Fala de reformas sem especificar o que são e o entende por isso. Há coisas que não convém esclarecer. Seria bom, já que todos falam em reformas sem ninguém dizer o que são. Está fora de causa aqui o conjunto de papéis que Paulo Portas arranjou como sendo reformas do Estado quando foi vice-primeiro ministro. Neste momento ainda ninguém me conseguiu objetivamente explicar o que são para Passos Coelho reformas, embora suspeite o que são.

Após a mensagem de Ano Novo do Presidente da República, em que aborda o crescimento, o ex-primeiro-ministro, agora “no exílio”, pega no óbvio e diz o que deve ser o crescimento económico abrindo o véu ao que será o seu programa mais conservador e neoliberal do que sempre foi o seu.

Para Passos Coelho “O que precisamos agora é de enterrar as políticas de reversão”. Quer ele dizer que é voltar ao corte de pensões, de salários, desmantelamento do SNS, deixar populações sem tribunais, voltar às privatizações de modo a que o Estado, nós todos, fiquemos com os prejuízos e entregando os ativos a quem adquirir o que for rentável. Mostra expectativas de que o diabo venha visto que segundo ele “as reversões que foram realizadas não nos venham a sair demasiado caro”.

E continua, "Quem quer semear para futuro e colher bons resultados tem de orientar as suas prioridades de modo diferente do que temos vindo a observar em Portugal, invertendo as políticas de navegar à vista e preparando uma estratégia de médio e longo prazo que faça sentido". Parece-me bem, mas…, afinal, qual é a estratégia para o médio e longo prazo que propõe para sabermos que o que afirma faz sentido. Precisamos de saber. Queremos optar com conhecimento senão não é mais do que conversa de propaganda idêntica àquela de que acusa António Costa.

Sentiu que o discurso de Marcelo Rebelo de Sousa também lhe foi dirigido, daí replicar falando de realismo nas questões políticas económicas e sociais, porque, para ele "o otimismo e o pessimismo traduzem, sobretudo, estados de espírito que nem sempre ajudam a encontrar as melhores soluções". Tudo bem, mas o que entende ele por realismo? Terão sido todas as medidas que pôs em prática quando foi governo que tiveram resultados insipientes e pouco convincentes de que acusa agora o atual Governo quando, na altura, afirmava alto e bom som que tinha que ir para além da troika? Fala em realismo nas questões sociais quando, no tempo em que governou, provocou a maior crise social de que há memória em Portugal criando injustiças, criando um clima tenso, com divisões sociais e laborais, instabilidade social e quebra da coesão.

Pelo que Passos Coelho afirma podemos perceber nas entrelinhas que é a isso que regressar.

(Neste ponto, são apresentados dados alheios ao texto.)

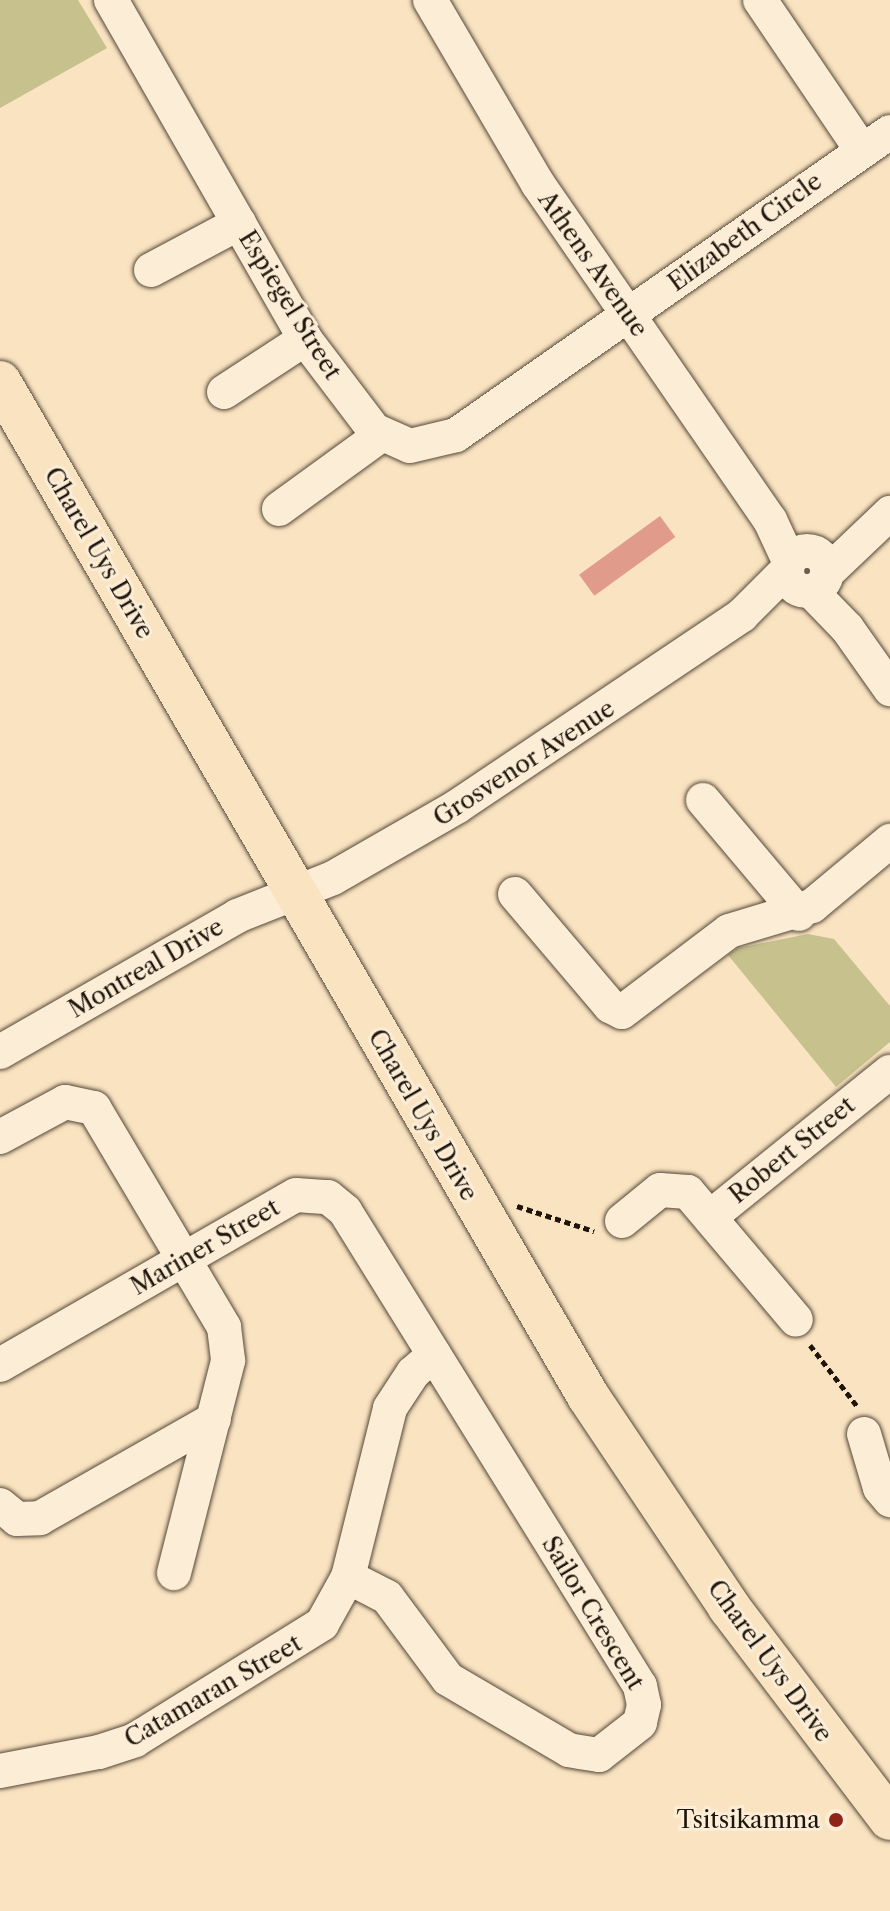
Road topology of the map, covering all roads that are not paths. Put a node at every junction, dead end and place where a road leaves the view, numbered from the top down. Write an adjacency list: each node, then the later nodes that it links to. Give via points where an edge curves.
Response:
1 (111, 0): 5 (street, Espiegel Street)
2 (430, 0): 7 (street, Athens Avenue, via 538,184)
3 (760, 0): 4 (street, Elizabeth Circle)
4 (875, 141): 7 (street, Elizabeth Circle)
5 (239, 223): 6 (street); 8 (street, Espiegel Street)
6 (151, 270)
7 (628, 314): 11 (street, via 442,443 410,446); 14 (street, Athens Avenue)
8 (305, 339): 10 (street); 11 (street, Espiegel Street)
9 (0, 382): 18 (main road, Charel Uys Drive)
10 (224, 392)
11 (381, 435): 12 (street)
12 (279, 509)
13 (879, 521): 14 (street, Grosvenor Avenue)
14 (807, 571): 15 (street); 18 (street, Grosvenor Avenue, via 471,798)
15 (890, 689)
16 (703, 800): 20 (street)
17 (890, 841): 20 (street)
18 (297, 894): 21 (street, Montreal Drive, via 237,916); 37 (main road, Charel Uys Drive, via 476,1207 657,1503 775,1671)
19 (515, 894): 20 (street, via 610,1006 622,1012 729,931)
20 (799, 914)
21 (0, 1052)
22 (885, 1087): 24 (street, Robert Street, via 841,1106)
23 (0, 1137): 26 (street, via 65,1102 94,1108)
24 (710, 1217): 25 (street, Robert Street, via 688,1192 674,1188 660,1190); 27 (street, Robert Street)
25 (622, 1221)
26 (185, 1258): 28 (street, Mariner Street, via 296,1195 328,1197 345,1211); 29 (street, Mariner Street); 30 (street, via 229,1343)
27 (796, 1320)
28 (434, 1355): 35 (street, via 404,1384 390,1408); 35 (street, Sailor Crescent, via 640,1686 640,1723 629,1737 599,1755 569,1750 448,1679 387,1597)
29 (0, 1365)
30 (214, 1419): 33 (street, via 40,1518 17,1519); 34 (street)
31 (864, 1434): 32 (street, via 880,1488)
32 (890, 1500)
33 (0, 1505)
34 (174, 1573)
35 (348, 1577): 36 (street, Catamaran Street, via 332,1613 311,1634 147,1733 99,1752)
36 (0, 1771)
37 (890, 1819)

Sustenta uma abordagem realista que permita perceber melhor o ponto de partida, estabelecer um nível de ambição "plausível" e a melhorar a adequação das respostas políticas aos problemas dizendo: "De acordo com esta abordagem realista, Portugal precisa de aproveitar melhor algumas vantagens da envolvente macroeconómica europeia e global e de aumentar a sua resiliência às incertezas políticas externas. Em ambos os casos, o tempo começa a não estar tanto a nosso favor como já esteve". Vamos lá ver se percebo: se o tempo já esteve a nosso favor, e deve estar a referir-se ao passado em que foi primeiro-ministro, porque não conseguiu ele atingir os objetivos que quer agora que outros cumpram rapidamente em condições que se preveem de incerteza?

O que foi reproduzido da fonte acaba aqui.